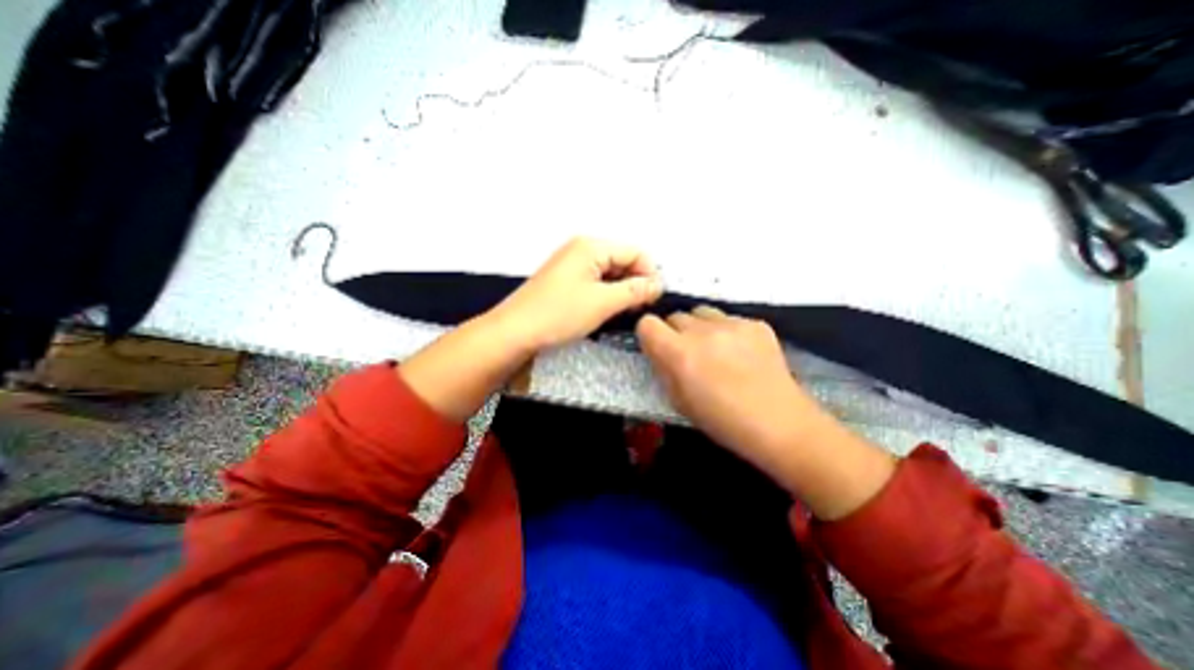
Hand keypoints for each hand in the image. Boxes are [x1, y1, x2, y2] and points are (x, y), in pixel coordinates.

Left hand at [489, 237, 667, 353]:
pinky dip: (606, 295)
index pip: (635, 252)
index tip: (654, 299)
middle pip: (622, 261)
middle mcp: (582, 249)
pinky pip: (596, 282)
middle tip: (639, 309)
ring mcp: (572, 264)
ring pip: (610, 273)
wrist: (515, 331)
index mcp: (591, 246)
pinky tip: (607, 311)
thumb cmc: (558, 314)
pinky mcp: (566, 280)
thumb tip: (659, 284)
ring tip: (624, 313)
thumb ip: (635, 291)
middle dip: (635, 283)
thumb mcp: (603, 302)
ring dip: (621, 291)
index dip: (649, 274)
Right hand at [633, 305, 821, 456]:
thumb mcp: (678, 401)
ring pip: (701, 312)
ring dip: (700, 327)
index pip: (647, 323)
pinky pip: (729, 318)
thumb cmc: (722, 421)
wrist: (779, 424)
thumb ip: (663, 369)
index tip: (657, 347)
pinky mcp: (756, 323)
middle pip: (675, 315)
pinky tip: (740, 353)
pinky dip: (727, 331)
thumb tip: (659, 350)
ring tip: (714, 349)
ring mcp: (732, 324)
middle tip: (688, 354)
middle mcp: (702, 331)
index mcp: (679, 353)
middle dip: (675, 332)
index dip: (649, 335)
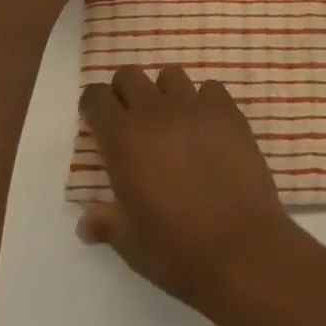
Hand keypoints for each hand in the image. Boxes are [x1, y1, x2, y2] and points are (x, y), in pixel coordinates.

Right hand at [77, 65, 305, 312]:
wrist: (240, 248)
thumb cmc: (176, 250)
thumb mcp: (130, 243)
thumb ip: (106, 223)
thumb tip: (85, 224)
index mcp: (123, 140)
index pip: (97, 98)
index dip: (94, 105)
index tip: (98, 120)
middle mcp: (155, 113)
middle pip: (130, 75)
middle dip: (126, 91)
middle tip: (133, 120)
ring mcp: (195, 107)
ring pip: (171, 75)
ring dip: (165, 92)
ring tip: (172, 121)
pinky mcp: (228, 111)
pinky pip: (210, 88)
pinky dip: (204, 101)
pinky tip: (208, 127)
:::
All lines from the one with "ring pip: (171, 75)" to the end of the records must be set down exactly. Skip every line before it.

EXERCISE OUTPUT:
ring pip: (171, 75)
ring dip: (165, 92)
ring tip: (172, 121)
pinky mcp: (228, 111)
pinky pip: (210, 88)
pinky dip: (204, 101)
pinky tip: (208, 127)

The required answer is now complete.